◆ ACTIVITY
Return every entry below without altering a word.

◆ Records from a data source
------------

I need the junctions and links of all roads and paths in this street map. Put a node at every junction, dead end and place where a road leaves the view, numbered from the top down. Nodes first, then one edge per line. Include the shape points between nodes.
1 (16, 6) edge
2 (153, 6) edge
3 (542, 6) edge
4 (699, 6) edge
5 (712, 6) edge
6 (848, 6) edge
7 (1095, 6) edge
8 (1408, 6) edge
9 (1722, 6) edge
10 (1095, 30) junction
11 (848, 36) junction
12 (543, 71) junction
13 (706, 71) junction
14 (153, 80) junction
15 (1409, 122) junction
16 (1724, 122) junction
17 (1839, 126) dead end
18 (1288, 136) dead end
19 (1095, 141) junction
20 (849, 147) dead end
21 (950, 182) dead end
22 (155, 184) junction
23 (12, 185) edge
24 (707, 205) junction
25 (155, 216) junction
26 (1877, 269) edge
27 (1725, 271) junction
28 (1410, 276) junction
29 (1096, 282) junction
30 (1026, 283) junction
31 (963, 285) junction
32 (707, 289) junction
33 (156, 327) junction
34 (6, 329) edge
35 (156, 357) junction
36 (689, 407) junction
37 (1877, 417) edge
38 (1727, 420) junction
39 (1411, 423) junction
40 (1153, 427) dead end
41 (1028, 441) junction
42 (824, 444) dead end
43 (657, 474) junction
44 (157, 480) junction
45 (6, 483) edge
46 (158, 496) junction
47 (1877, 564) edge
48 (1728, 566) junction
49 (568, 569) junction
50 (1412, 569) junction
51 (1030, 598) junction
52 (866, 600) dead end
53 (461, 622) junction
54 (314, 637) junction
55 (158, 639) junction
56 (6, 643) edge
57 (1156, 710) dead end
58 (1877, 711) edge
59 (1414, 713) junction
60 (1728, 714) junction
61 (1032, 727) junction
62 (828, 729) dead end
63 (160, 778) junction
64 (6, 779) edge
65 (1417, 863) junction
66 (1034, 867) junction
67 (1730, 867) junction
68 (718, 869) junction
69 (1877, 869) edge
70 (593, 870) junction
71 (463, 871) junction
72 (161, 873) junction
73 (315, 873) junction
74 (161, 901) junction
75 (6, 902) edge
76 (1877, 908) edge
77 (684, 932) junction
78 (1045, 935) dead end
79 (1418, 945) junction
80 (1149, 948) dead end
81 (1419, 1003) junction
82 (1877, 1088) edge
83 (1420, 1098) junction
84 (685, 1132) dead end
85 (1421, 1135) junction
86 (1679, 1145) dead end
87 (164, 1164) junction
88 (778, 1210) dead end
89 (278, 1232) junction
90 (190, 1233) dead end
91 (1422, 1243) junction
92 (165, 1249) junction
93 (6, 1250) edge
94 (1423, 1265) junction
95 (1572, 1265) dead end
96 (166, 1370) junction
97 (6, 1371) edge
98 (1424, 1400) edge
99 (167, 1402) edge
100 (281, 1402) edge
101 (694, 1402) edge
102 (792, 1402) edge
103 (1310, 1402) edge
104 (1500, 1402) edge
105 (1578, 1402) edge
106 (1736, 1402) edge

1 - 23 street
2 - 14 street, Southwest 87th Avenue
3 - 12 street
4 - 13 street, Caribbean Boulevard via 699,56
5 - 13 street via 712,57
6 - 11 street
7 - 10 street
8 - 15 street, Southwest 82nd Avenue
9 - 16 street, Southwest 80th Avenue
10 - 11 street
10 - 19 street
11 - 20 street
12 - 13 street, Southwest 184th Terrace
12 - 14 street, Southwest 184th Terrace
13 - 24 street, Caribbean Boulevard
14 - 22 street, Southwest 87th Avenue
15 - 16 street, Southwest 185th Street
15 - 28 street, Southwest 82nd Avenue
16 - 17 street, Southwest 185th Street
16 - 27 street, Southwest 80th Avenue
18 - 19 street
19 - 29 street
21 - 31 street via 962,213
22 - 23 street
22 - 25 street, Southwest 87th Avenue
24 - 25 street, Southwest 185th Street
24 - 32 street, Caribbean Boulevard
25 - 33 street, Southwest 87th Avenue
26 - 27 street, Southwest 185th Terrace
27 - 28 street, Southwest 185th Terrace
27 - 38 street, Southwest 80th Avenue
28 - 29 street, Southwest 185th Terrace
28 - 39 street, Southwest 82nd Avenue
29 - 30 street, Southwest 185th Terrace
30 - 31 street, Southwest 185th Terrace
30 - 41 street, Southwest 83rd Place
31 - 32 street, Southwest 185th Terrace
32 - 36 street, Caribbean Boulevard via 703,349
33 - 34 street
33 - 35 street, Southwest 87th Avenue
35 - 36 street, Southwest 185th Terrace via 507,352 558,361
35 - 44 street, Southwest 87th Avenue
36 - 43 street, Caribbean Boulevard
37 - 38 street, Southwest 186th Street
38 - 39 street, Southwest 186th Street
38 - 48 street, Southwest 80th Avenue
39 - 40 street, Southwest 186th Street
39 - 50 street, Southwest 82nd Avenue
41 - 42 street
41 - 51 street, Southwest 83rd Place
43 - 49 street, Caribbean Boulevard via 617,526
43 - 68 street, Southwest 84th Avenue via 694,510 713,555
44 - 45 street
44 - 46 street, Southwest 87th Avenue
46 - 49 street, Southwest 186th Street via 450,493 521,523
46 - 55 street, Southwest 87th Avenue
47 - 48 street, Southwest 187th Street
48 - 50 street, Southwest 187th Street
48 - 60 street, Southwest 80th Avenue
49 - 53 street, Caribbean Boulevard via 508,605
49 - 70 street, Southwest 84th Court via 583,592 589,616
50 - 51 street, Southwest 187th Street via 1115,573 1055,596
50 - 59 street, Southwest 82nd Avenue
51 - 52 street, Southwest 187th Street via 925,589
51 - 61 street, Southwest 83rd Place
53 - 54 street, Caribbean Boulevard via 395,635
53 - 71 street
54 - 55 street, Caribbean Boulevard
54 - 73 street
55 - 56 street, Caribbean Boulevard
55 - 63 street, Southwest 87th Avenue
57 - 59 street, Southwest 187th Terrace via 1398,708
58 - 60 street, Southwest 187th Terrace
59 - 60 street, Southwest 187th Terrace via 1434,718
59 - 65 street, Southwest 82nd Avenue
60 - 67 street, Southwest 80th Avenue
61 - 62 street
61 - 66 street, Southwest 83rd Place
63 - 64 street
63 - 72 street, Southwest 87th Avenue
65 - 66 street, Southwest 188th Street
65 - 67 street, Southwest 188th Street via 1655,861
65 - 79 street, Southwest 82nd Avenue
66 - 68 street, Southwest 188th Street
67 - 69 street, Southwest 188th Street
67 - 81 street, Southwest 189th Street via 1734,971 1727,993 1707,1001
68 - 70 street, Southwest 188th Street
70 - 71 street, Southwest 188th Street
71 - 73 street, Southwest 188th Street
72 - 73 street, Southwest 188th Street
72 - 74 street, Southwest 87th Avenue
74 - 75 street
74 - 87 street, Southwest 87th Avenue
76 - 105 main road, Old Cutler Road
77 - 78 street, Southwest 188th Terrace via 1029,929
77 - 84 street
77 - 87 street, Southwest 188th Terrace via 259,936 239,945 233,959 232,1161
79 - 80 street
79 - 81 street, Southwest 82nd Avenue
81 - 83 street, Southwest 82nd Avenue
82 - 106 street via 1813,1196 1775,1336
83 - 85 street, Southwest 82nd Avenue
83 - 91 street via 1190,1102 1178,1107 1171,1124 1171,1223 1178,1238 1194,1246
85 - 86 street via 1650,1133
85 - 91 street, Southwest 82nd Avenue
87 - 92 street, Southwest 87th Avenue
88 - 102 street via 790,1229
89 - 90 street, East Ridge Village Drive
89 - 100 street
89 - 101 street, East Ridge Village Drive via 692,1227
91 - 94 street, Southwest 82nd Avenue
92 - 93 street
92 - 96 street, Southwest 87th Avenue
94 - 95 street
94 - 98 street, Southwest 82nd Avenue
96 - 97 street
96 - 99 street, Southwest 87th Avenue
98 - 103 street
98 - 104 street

------------

◆ OUTPUT OF THE TASK
I need the junctions and links of all roads and paths in this street map. Put a node at every junction, dead end and place where a road leaves the view, numbered from the top down. Nodes first, then one edge per line. Include the shape points between nodes.
1 (16, 6) edge
2 (153, 6) edge
3 (542, 6) edge
4 (699, 6) edge
5 (712, 6) edge
6 (848, 6) edge
7 (1095, 6) edge
8 (1408, 6) edge
9 (1722, 6) edge
10 (1095, 30) junction
11 (848, 36) junction
12 (543, 71) junction
13 (706, 71) junction
14 (153, 80) junction
15 (1409, 122) junction
16 (1724, 122) junction
17 (1839, 126) dead end
18 (1288, 136) dead end
19 (1095, 141) junction
20 (849, 147) dead end
21 (950, 182) dead end
22 (155, 184) junction
23 (12, 185) edge
24 (707, 205) junction
25 (155, 216) junction
26 (1877, 269) edge
27 (1725, 271) junction
28 (1410, 276) junction
29 (1096, 282) junction
30 (1026, 283) junction
31 (963, 285) junction
32 (707, 289) junction
33 (156, 327) junction
34 (6, 329) edge
35 (156, 357) junction
36 (689, 407) junction
37 (1877, 417) edge
38 (1727, 420) junction
39 (1411, 423) junction
40 (1153, 427) dead end
41 (1028, 441) junction
42 (824, 444) dead end
43 (657, 474) junction
44 (157, 480) junction
45 (6, 483) edge
46 (158, 496) junction
47 (1877, 564) edge
48 (1728, 566) junction
49 (568, 569) junction
50 (1412, 569) junction
51 (1030, 598) junction
52 (866, 600) dead end
53 (461, 622) junction
54 (314, 637) junction
55 (158, 639) junction
56 (6, 643) edge
57 (1156, 710) dead end
58 (1877, 711) edge
59 (1414, 713) junction
60 (1728, 714) junction
61 (1032, 727) junction
62 (828, 729) dead end
63 (160, 778) junction
64 (6, 779) edge
65 (1417, 863) junction
66 (1034, 867) junction
67 (1730, 867) junction
68 (718, 869) junction
69 (1877, 869) edge
70 (593, 870) junction
71 (463, 871) junction
72 (161, 873) junction
73 (315, 873) junction
74 (161, 901) junction
75 (6, 902) edge
76 (1877, 908) edge
77 (684, 932) junction
78 (1045, 935) dead end
79 (1418, 945) junction
80 (1149, 948) dead end
81 (1419, 1003) junction
82 (1877, 1088) edge
83 (1420, 1098) junction
84 (685, 1132) dead end
85 (1421, 1135) junction
86 (1679, 1145) dead end
87 (164, 1164) junction
88 (778, 1210) dead end
89 (278, 1232) junction
90 (190, 1233) dead end
91 (1422, 1243) junction
92 (165, 1249) junction
93 (6, 1250) edge
94 (1423, 1265) junction
95 (1572, 1265) dead end
96 (166, 1370) junction
97 (6, 1371) edge
98 (1424, 1400) edge
99 (167, 1402) edge
100 (281, 1402) edge
101 (694, 1402) edge
102 (792, 1402) edge
103 (1310, 1402) edge
104 (1500, 1402) edge
105 (1578, 1402) edge
106 (1736, 1402) edge

1 - 23 street
2 - 14 street, Southwest 87th Avenue
3 - 12 street
4 - 13 street, Caribbean Boulevard via 699,56
5 - 13 street via 712,57
6 - 11 street
7 - 10 street
8 - 15 street, Southwest 82nd Avenue
9 - 16 street, Southwest 80th Avenue
10 - 11 street
10 - 19 street
11 - 20 street
12 - 13 street, Southwest 184th Terrace
12 - 14 street, Southwest 184th Terrace
13 - 24 street, Caribbean Boulevard
14 - 22 street, Southwest 87th Avenue
15 - 16 street, Southwest 185th Street
15 - 28 street, Southwest 82nd Avenue
16 - 17 street, Southwest 185th Street
16 - 27 street, Southwest 80th Avenue
18 - 19 street
19 - 29 street
21 - 31 street via 962,213
22 - 23 street
22 - 25 street, Southwest 87th Avenue
24 - 25 street, Southwest 185th Street
24 - 32 street, Caribbean Boulevard
25 - 33 street, Southwest 87th Avenue
26 - 27 street, Southwest 185th Terrace
27 - 28 street, Southwest 185th Terrace
27 - 38 street, Southwest 80th Avenue
28 - 29 street, Southwest 185th Terrace
28 - 39 street, Southwest 82nd Avenue
29 - 30 street, Southwest 185th Terrace
30 - 31 street, Southwest 185th Terrace
30 - 41 street, Southwest 83rd Place
31 - 32 street, Southwest 185th Terrace
32 - 36 street, Caribbean Boulevard via 703,349
33 - 34 street
33 - 35 street, Southwest 87th Avenue
35 - 36 street, Southwest 185th Terrace via 507,352 558,361
35 - 44 street, Southwest 87th Avenue
36 - 43 street, Caribbean Boulevard
37 - 38 street, Southwest 186th Street
38 - 39 street, Southwest 186th Street
38 - 48 street, Southwest 80th Avenue
39 - 40 street, Southwest 186th Street
39 - 50 street, Southwest 82nd Avenue
41 - 42 street
41 - 51 street, Southwest 83rd Place
43 - 49 street, Caribbean Boulevard via 617,526
43 - 68 street, Southwest 84th Avenue via 694,510 713,555
44 - 45 street
44 - 46 street, Southwest 87th Avenue
46 - 49 street, Southwest 186th Street via 450,493 521,523
46 - 55 street, Southwest 87th Avenue
47 - 48 street, Southwest 187th Street
48 - 50 street, Southwest 187th Street
48 - 60 street, Southwest 80th Avenue
49 - 53 street, Caribbean Boulevard via 508,605
49 - 70 street, Southwest 84th Court via 583,592 589,616
50 - 51 street, Southwest 187th Street via 1115,573 1055,596
50 - 59 street, Southwest 82nd Avenue
51 - 52 street, Southwest 187th Street via 925,589
51 - 61 street, Southwest 83rd Place
53 - 54 street, Caribbean Boulevard via 395,635
53 - 71 street
54 - 55 street, Caribbean Boulevard
54 - 73 street
55 - 56 street, Caribbean Boulevard
55 - 63 street, Southwest 87th Avenue
57 - 59 street, Southwest 187th Terrace via 1398,708
58 - 60 street, Southwest 187th Terrace
59 - 60 street, Southwest 187th Terrace via 1434,718
59 - 65 street, Southwest 82nd Avenue
60 - 67 street, Southwest 80th Avenue
61 - 62 street
61 - 66 street, Southwest 83rd Place
63 - 64 street
63 - 72 street, Southwest 87th Avenue
65 - 66 street, Southwest 188th Street
65 - 67 street, Southwest 188th Street via 1655,861
65 - 79 street, Southwest 82nd Avenue
66 - 68 street, Southwest 188th Street
67 - 69 street, Southwest 188th Street
67 - 81 street, Southwest 189th Street via 1734,971 1727,993 1707,1001
68 - 70 street, Southwest 188th Street
70 - 71 street, Southwest 188th Street
71 - 73 street, Southwest 188th Street
72 - 73 street, Southwest 188th Street
72 - 74 street, Southwest 87th Avenue
74 - 75 street
74 - 87 street, Southwest 87th Avenue
76 - 105 main road, Old Cutler Road
77 - 78 street, Southwest 188th Terrace via 1029,929
77 - 84 street
77 - 87 street, Southwest 188th Terrace via 259,936 239,945 233,959 232,1161
79 - 80 street
79 - 81 street, Southwest 82nd Avenue
81 - 83 street, Southwest 82nd Avenue
82 - 106 street via 1813,1196 1775,1336
83 - 85 street, Southwest 82nd Avenue
83 - 91 street via 1190,1102 1178,1107 1171,1124 1171,1223 1178,1238 1194,1246
85 - 86 street via 1650,1133
85 - 91 street, Southwest 82nd Avenue
87 - 92 street, Southwest 87th Avenue
88 - 102 street via 790,1229
89 - 90 street, East Ridge Village Drive
89 - 100 street
89 - 101 street, East Ridge Village Drive via 692,1227
91 - 94 street, Southwest 82nd Avenue
92 - 93 street
92 - 96 street, Southwest 87th Avenue
94 - 95 street
94 - 98 street, Southwest 82nd Avenue
96 - 97 street
96 - 99 street, Southwest 87th Avenue
98 - 103 street
98 - 104 street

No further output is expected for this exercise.